Enceladus is a prime target in the search for life in the Solar System, identified by NASA as the second-highest priority site for a flagship mission in the next decade.
Despite having an ice shell many kilometers thick that would make it difficult to probe the subsurface ocean directly, Enceladus ejects ocean material as a plume of icy particles through cracks in the icy surface at the southern pole, forming the E-ring of Saturn and providing the opportunity to perform plume flythrough sampling as a measure of the composition of the subsurface ocean.
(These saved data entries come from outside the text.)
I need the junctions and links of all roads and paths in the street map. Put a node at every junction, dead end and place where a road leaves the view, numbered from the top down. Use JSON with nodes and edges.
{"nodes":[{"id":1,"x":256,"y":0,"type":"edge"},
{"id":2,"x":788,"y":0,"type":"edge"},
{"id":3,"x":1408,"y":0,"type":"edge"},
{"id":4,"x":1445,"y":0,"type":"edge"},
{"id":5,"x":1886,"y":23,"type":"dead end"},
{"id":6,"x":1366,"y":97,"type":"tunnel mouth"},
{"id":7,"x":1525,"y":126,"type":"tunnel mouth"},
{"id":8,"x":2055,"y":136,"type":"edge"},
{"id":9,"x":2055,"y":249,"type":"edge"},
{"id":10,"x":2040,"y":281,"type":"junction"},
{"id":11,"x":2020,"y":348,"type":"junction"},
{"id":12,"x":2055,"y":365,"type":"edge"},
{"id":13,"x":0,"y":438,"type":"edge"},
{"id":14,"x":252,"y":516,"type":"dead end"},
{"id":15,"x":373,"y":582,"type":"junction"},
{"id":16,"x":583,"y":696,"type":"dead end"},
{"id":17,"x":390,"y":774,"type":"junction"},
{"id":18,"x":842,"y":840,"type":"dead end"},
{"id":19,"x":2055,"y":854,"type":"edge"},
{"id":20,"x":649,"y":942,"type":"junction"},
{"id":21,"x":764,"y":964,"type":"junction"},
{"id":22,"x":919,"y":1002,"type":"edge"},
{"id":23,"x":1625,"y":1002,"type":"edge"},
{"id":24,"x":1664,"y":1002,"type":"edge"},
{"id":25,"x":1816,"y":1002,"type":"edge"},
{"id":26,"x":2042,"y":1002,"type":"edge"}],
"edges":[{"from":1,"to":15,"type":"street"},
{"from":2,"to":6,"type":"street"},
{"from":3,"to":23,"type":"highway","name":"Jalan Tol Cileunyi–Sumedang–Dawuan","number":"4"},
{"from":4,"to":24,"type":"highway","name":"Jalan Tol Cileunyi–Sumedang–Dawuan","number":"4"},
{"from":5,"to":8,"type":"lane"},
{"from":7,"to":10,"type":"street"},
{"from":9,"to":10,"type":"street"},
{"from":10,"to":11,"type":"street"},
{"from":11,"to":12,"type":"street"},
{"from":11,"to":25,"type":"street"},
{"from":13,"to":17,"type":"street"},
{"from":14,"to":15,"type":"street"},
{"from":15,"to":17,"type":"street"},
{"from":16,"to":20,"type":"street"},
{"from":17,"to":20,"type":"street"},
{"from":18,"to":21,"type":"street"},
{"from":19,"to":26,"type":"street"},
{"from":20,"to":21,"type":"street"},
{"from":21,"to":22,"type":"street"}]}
Image credit: NASA / JPL-Caltech.
During its 20-year mission, NASA’s Cassini spacecraft discovered that ice plumes spew from Enceladus’ surface at approximately 400 m/s (800 mph).
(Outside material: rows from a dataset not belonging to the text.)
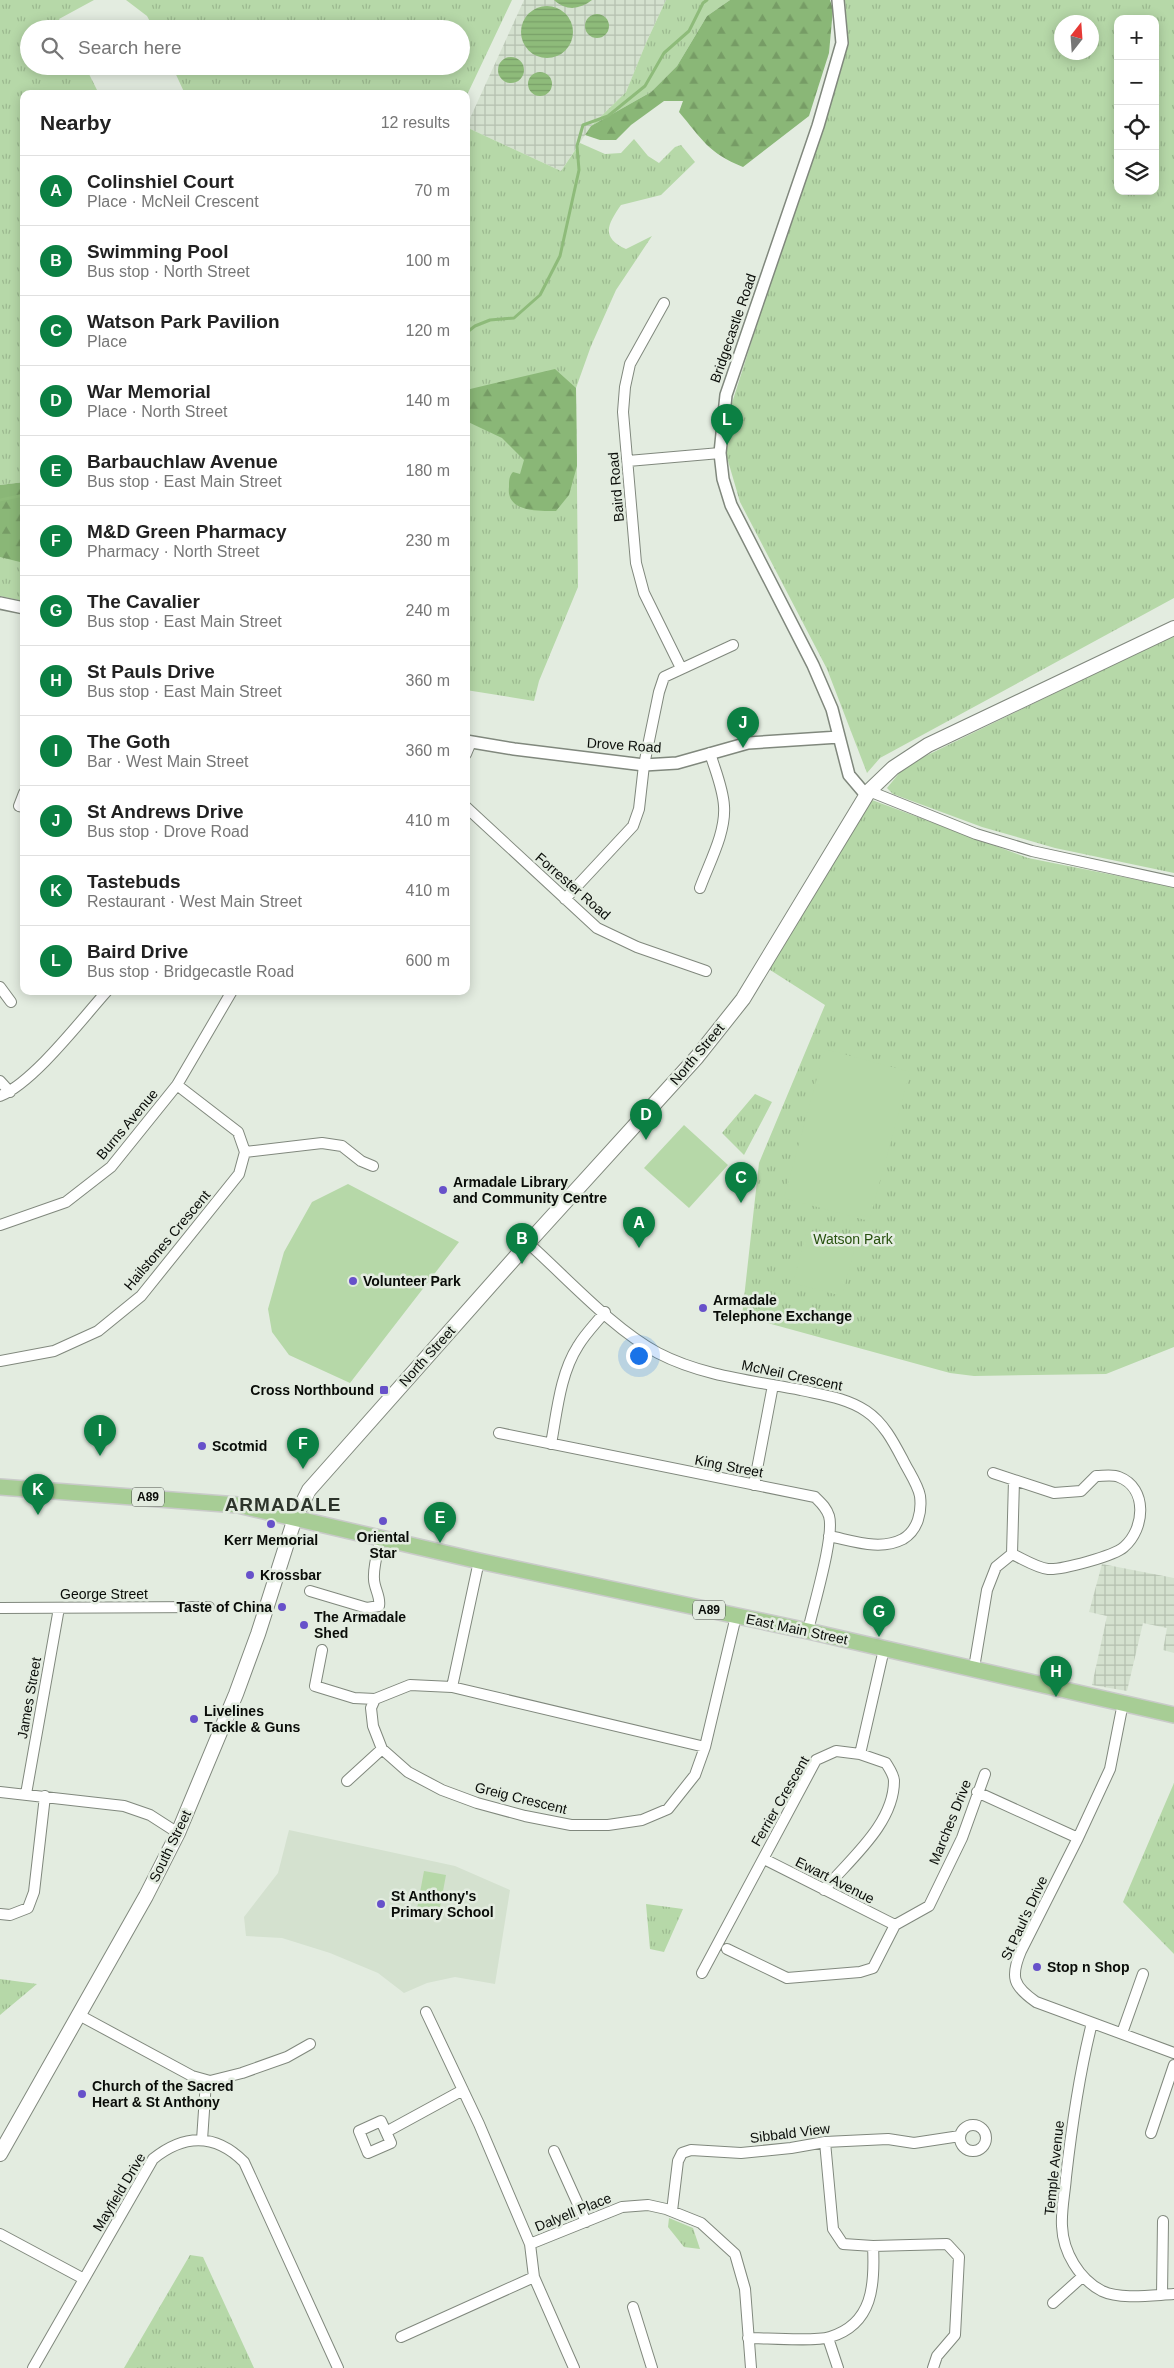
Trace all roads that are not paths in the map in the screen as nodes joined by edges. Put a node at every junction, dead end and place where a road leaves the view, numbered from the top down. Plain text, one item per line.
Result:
1 (838, 0) edge
2 (664, 303) dead end
3 (720, 453) junction
4 (628, 461) junction
5 (0, 603) edge
6 (20, 607) edge
7 (1174, 628) edge
8 (733, 645) dead end
9 (681, 668) junction
10 (839, 737) junction
11 (470, 741) edge
12 (710, 752) junction
13 (644, 765) junction
14 (867, 793) junction
15 (470, 811) edge
16 (1174, 882) edge
17 (700, 888) dead end
18 (564, 899) junction
19 (706, 971) dead end
20 (0, 987) edge
21 (103, 995) edge
22 (230, 995) edge
23 (11, 1002) dead end
24 (0, 1081) edge
25 (177, 1085) junction
26 (5, 1094) edge
27 (245, 1152) junction
28 (373, 1166) dead end
29 (0, 1226) edge
30 (528, 1243) junction
31 (605, 1312) junction
32 (0, 1361) edge
33 (774, 1385) junction
34 (499, 1433) dead end
35 (551, 1444) junction
36 (993, 1473) dead end
37 (1014, 1480) junction
38 (754, 1485) junction
39 (0, 1487) edge
40 (294, 1518) junction
41 (830, 1536) junction
42 (381, 1538) junction
43 (1012, 1554) junction
44 (479, 1560) junction
45 (310, 1591) dead end
46 (209, 1607) dead end
47 (0, 1608) edge
48 (59, 1608) junction
49 (736, 1616) junction
50 (808, 1631) junction
51 (884, 1649) junction
52 (322, 1650) dead end
53 (974, 1668) junction
54 (452, 1687) junction
55 (375, 1699) junction
56 (1123, 1703) junction
57 (1174, 1715) edge
58 (705, 1747) junction
59 (382, 1749) junction
60 (860, 1754) junction
61 (984, 1774) dead end
62 (347, 1781) dead end
63 (0, 1792) edge
64 (977, 1792) junction
65 (26, 1794) junction
66 (45, 1796) junction
67 (178, 1832) junction
68 (1078, 1838) junction
69 (764, 1859) junction
70 (824, 1890) junction
71 (0, 1914) edge
72 (895, 1925) junction
73 (727, 1949) dead end
74 (702, 1973) dead end
75 (1143, 1974) dead end
76 (426, 2012) dead end
77 (79, 2014) junction
78 (1092, 2023) junction
79 (1122, 2034) junction
80 (310, 2044) dead end
81 (1174, 2052) edge
82 (1174, 2065) edge
83 (206, 2081) junction
84 (463, 2090) junction
85 (386, 2132) dead end
86 (1150, 2133) dead end
87 (960, 2136) dead end
88 (202, 2140) junction
89 (825, 2142) junction
90 (554, 2151) dead end
91 (0, 2154) edge
92 (672, 2211) junction
93 (1163, 2221) dead end
94 (586, 2222) junction
95 (0, 2234) edge
96 (530, 2244) junction
97 (873, 2246) junction
98 (534, 2277) junction
99 (1082, 2277) junction
100 (84, 2279) junction
101 (1174, 2294) edge
102 (1162, 2295) junction
103 (1053, 2303) dead end
104 (634, 2307) dead end
105 (401, 2337) dead end
106 (748, 2338) junction
107 (828, 2338) junction
108 (33, 2368) edge
109 (338, 2368) edge
110 (574, 2368) edge
111 (652, 2368) edge
112 (751, 2368) edge
113 (838, 2368) edge
114 (933, 2368) edge

1 - 3 street, Bridgecastle Road
2 - 4 street, Baird Road
3 - 4 street
3 - 10 street, Bridgecastle Road
4 - 9 street, Baird Road
5 - 6 street
7 - 14 main road, North Street
8 - 9 street
9 - 13 street
10 - 12 street, Drove Road
10 - 14 street, Bridgecastle Road
11 - 13 street, Drove Road
12 - 13 street, Drove Road
12 - 17 street
13 - 18 street
14 - 16 street
14 - 30 main road, North Street
15 - 18 street, Forrester Road
18 - 19 street, Forrester Road
20 - 23 street
21 - 26 street
22 - 25 street, Burns Avenue
24 - 26 street
25 - 27 street
25 - 29 street, Burns Avenue
27 - 28 street
27 - 32 street, Hailstones Crescent
30 - 31 street, McNeil Crescent
30 - 40 main road, North Street
31 - 33 street, McNeil Crescent
31 - 35 street
33 - 38 street
33 - 41 street, McNeil Crescent
34 - 35 street, King Street
35 - 38 street, King Street
36 - 37 street
37 - 43 street
37 - 43 street
38 - 41 street, King Street
39 - 40 main road, A89
40 - 42 main road, East Main Street / A89
40 - 67 main road, South Street
41 - 50 street, King Street
42 - 44 main road, East Main Street / A89
42 - 45 street
43 - 53 street
44 - 49 main road, East Main Street / A89
44 - 54 street
46 - 48 street, George Street
47 - 48 street, George Street
48 - 65 street, James Street
49 - 50 main road, East Main Street / A89
49 - 58 street, Greig Crescent
50 - 51 main road, East Main Street / A89
51 - 53 main road, East Main Street / A89
51 - 60 street
52 - 55 street
53 - 56 main road, East Main Street / A89
54 - 55 street
54 - 58 street
55 - 59 street, Greig Crescent
56 - 57 main road, A89
56 - 68 street, St Paul's Drive
58 - 59 street, Greig Crescent
59 - 62 street
60 - 69 street, Ferrier Crescent
60 - 70 street, Ferrier Crescent
61 - 64 street, Marches Drive
63 - 65 street
64 - 68 street
64 - 72 street, Marches Drive
65 - 66 street
66 - 67 street
66 - 71 street
67 - 77 main road, South Street
68 - 78 street, St Paul's Drive
69 - 70 street, Ewart Avenue
69 - 74 street, Ferrier Crescent
70 - 72 street, Ewart Avenue
72 - 73 street
75 - 79 street
76 - 84 street
77 - 83 street
77 - 91 main road, South Street
78 - 79 street, St Paul's Drive
78 - 99 street, Temple Avenue
79 - 81 street, St Paul's Drive
80 - 83 street
82 - 86 street
83 - 88 street
84 - 85 street
84 - 96 street
87 - 89 street, Sibbald View
88 - 100 street, Mayfield Drive
88 - 109 street, Mayfield Drive
89 - 92 street, Sibbald View
89 - 97 street
90 - 94 street
92 - 94 street, Dalyell Place
92 - 106 street, Dalyell Place
93 - 102 street
94 - 96 street, Dalyell Place
95 - 100 street
96 - 98 street
97 - 107 street
97 - 114 street
98 - 105 street
98 - 110 street
99 - 102 street, Temple Avenue
99 - 103 street
100 - 108 street, Mayfield Drive
101 - 102 street, Temple Avenue
104 - 111 street
106 - 107 street
106 - 112 street, Dalyell Place
107 - 113 street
These plumes provide an excellent opportunity to collect samples and study the composition of Enceladus’ oceans and potential habitability.
However, until now it was not known if the speed of the plumes would fragment any organic compounds contained within the ice grains, thus degrading the samples.
In new research, scientists at the University of California San Diego found laboratory evidence that amino acids — an important class of biosignature molecules — transported in these ice plumes can survive impact speeds of up to 4.2 km/s (2.6 miles per second), supporting their detection during sampling by spacecraft.
Beginning in 2012, they custom-built a unique aerosol impact spectrometer, designed to study collision dynamics of single aerosols and particles at high velocities.
Although not built specifically to study ice grain impacts, it turned out to be exactly the right machine to do so.
“This apparatus is the only one of its kind in the world that can select single particles and accelerate or decelerate them to chosen final velocities,” said University of California San Diego’s Professor Robert Continetti, senior author of the study.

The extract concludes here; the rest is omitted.